··· MATERIAL TO PROCESS ···
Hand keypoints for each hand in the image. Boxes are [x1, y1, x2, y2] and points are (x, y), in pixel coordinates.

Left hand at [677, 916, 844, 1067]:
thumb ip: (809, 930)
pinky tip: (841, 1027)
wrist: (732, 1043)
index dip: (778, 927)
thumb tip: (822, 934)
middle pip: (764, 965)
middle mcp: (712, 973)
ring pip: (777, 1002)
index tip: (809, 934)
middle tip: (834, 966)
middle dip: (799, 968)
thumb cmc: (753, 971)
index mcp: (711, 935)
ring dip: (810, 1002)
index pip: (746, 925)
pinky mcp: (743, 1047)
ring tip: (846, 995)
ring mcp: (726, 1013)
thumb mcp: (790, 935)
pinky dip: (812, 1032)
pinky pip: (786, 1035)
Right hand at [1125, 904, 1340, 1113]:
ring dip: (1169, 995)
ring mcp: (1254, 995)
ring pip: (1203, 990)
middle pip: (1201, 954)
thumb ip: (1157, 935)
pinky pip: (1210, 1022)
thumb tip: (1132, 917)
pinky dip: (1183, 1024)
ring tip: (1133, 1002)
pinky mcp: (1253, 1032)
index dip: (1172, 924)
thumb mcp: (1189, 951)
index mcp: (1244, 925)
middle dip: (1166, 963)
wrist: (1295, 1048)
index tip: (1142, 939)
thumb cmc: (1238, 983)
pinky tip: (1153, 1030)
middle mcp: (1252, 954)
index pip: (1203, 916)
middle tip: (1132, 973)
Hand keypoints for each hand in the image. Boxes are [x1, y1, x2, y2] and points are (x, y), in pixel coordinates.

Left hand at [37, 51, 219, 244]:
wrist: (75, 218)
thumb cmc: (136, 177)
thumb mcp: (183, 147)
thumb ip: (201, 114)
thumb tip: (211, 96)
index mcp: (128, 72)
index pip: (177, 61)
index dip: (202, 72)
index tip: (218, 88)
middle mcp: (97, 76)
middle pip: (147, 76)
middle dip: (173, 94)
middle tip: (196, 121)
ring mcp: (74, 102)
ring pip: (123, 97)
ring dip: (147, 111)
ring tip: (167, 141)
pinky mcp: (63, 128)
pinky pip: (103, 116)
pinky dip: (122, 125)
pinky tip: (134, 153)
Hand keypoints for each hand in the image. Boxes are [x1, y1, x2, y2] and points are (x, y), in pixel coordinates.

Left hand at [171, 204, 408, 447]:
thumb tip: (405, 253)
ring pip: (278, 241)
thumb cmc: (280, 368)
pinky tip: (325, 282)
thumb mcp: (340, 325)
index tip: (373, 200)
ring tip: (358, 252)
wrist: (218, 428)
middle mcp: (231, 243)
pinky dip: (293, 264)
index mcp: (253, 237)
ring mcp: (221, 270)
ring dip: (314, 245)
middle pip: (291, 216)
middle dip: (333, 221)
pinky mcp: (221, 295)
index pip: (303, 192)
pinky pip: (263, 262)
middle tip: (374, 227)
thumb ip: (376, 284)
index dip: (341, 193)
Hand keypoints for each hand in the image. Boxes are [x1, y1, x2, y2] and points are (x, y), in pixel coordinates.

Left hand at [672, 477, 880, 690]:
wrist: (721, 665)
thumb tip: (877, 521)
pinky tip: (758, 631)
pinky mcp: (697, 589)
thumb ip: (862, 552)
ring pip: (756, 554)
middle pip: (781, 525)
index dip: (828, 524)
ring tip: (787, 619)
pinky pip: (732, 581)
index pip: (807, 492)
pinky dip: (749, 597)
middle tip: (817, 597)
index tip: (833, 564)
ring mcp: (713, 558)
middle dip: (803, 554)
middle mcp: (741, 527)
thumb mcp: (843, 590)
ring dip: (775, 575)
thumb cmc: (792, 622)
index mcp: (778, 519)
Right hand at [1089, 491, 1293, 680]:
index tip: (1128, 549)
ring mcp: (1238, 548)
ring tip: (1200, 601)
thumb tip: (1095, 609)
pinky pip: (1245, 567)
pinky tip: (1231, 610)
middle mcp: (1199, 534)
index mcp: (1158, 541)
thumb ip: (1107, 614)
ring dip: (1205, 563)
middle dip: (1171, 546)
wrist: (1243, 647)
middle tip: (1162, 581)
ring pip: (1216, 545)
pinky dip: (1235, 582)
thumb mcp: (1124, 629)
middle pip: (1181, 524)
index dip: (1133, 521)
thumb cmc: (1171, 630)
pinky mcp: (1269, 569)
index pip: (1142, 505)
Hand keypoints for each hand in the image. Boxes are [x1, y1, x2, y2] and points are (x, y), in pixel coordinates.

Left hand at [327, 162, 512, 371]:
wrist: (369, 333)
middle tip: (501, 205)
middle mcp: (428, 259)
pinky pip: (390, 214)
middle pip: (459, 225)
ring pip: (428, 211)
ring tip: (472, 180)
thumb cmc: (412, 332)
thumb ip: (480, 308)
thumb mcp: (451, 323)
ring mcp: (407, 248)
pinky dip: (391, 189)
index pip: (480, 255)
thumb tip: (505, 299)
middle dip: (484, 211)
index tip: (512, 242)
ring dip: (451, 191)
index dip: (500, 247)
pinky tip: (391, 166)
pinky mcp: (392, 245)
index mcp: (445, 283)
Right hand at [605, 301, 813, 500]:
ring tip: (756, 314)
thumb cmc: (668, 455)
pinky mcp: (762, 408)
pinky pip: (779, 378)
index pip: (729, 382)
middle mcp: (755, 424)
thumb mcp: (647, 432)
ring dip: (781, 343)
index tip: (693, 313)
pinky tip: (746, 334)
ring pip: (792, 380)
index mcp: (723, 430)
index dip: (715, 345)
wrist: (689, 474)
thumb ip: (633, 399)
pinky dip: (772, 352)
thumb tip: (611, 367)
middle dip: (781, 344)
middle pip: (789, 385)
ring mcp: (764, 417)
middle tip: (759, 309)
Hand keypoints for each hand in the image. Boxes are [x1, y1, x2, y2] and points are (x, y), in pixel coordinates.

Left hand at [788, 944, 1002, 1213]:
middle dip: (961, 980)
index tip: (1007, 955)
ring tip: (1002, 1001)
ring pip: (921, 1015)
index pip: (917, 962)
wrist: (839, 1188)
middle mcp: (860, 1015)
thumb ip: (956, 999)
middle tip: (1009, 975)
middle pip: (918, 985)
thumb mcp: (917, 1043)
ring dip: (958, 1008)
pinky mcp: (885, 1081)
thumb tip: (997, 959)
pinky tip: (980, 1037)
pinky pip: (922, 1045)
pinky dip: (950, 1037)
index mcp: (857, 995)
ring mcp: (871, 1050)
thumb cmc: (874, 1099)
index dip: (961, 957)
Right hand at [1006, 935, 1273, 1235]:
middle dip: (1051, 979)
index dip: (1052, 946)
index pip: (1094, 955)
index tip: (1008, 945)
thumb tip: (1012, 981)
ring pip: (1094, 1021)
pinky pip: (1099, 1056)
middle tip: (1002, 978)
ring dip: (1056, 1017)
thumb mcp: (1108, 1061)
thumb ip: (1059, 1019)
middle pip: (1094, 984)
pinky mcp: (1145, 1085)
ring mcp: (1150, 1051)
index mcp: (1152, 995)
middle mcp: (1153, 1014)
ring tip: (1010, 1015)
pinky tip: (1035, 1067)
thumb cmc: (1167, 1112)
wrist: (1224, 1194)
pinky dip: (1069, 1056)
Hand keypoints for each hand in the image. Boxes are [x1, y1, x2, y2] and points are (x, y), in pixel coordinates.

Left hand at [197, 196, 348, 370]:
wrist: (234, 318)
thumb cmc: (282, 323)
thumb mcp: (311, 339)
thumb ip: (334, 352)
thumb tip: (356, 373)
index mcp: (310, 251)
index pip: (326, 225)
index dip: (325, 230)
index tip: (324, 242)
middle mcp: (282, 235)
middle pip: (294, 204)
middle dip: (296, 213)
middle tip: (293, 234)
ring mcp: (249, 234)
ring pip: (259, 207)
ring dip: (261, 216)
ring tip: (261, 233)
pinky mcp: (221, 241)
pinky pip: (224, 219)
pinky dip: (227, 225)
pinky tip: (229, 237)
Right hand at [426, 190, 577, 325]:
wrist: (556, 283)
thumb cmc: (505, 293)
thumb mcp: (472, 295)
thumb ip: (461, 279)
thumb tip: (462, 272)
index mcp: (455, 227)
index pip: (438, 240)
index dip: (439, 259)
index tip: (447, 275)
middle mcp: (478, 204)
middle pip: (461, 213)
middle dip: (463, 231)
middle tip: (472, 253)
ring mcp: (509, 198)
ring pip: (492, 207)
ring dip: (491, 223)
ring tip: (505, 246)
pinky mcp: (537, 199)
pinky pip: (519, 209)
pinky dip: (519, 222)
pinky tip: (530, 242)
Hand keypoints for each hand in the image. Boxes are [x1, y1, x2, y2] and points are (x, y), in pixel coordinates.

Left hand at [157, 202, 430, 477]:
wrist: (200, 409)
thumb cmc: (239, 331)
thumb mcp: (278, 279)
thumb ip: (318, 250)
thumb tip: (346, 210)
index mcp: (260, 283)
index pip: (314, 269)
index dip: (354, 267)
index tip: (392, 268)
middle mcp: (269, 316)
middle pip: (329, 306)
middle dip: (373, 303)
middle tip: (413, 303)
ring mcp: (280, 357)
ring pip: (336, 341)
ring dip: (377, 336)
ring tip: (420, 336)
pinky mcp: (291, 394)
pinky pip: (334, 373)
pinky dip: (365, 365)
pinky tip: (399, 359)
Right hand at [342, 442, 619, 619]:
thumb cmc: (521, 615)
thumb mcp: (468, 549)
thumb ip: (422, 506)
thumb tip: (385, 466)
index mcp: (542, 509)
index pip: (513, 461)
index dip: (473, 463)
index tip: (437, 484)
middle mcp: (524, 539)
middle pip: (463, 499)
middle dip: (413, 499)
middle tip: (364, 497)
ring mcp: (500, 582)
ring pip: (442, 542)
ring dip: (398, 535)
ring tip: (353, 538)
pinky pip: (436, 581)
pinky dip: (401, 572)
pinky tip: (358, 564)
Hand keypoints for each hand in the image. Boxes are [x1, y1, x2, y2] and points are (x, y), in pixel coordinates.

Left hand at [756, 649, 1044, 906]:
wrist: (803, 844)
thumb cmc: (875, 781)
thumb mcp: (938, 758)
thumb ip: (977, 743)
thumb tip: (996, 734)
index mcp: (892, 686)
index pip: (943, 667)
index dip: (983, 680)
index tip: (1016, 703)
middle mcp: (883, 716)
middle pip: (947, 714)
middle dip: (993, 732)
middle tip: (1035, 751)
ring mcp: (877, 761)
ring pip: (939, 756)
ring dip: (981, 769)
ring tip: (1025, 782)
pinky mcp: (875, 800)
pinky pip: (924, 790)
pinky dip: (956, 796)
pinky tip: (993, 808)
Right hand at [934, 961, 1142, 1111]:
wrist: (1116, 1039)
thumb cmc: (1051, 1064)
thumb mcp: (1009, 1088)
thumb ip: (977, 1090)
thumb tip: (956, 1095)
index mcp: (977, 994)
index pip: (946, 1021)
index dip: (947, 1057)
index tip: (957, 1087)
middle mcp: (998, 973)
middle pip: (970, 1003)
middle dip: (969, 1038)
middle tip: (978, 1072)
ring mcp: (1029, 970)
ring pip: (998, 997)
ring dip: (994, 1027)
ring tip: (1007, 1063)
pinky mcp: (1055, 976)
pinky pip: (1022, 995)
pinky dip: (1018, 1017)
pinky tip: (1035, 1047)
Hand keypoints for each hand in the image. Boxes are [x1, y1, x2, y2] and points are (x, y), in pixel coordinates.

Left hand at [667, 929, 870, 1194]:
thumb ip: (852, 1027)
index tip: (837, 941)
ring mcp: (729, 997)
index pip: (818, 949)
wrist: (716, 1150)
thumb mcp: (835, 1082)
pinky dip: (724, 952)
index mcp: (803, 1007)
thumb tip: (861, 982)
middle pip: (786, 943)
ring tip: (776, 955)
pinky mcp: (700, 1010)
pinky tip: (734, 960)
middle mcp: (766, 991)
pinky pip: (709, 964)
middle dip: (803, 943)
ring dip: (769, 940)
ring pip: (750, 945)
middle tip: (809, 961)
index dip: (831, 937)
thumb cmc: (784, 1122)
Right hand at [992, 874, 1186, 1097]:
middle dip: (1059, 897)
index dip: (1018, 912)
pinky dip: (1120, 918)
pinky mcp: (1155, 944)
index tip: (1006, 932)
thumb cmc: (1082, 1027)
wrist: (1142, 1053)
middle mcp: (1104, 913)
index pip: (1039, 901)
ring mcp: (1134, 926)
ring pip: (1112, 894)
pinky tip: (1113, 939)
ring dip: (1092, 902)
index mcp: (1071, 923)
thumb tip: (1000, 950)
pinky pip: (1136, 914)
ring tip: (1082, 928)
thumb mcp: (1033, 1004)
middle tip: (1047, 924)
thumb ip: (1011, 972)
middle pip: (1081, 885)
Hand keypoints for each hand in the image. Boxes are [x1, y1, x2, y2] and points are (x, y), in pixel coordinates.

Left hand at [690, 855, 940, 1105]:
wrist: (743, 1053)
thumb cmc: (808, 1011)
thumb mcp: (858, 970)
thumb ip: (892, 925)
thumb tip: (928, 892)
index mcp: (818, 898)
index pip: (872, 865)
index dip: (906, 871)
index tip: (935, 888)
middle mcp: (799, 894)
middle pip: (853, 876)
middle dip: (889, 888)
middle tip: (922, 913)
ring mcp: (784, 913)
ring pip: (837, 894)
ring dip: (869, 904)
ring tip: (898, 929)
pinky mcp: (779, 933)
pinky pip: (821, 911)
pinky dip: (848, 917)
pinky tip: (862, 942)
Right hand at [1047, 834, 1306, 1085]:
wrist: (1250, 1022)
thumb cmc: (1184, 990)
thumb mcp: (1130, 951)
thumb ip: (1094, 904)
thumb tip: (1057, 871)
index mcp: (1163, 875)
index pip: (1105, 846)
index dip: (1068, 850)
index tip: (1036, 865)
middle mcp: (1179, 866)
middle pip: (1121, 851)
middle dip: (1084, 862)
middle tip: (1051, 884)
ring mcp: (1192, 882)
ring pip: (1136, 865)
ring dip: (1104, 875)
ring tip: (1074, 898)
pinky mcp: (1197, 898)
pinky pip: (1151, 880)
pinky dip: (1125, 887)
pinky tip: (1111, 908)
···
Above are the entries. Output exactly the lines beginning with the line that has "ring mcp: (784, 913)" and ending with the line that has "thumb ip: (1094, 904)".

ring mcp: (784, 913)
ring pip: (837, 894)
ring dip: (869, 904)
ring tip: (898, 929)
pinky mcp: (779, 933)
pinky pip: (821, 911)
pinky dip: (848, 917)
pinky tip: (862, 942)
Right hand at [1047, 834, 1306, 1085]:
wrist: (1250, 1022)
thumb cmc: (1184, 990)
thumb mcp: (1130, 951)
thumb ip: (1094, 904)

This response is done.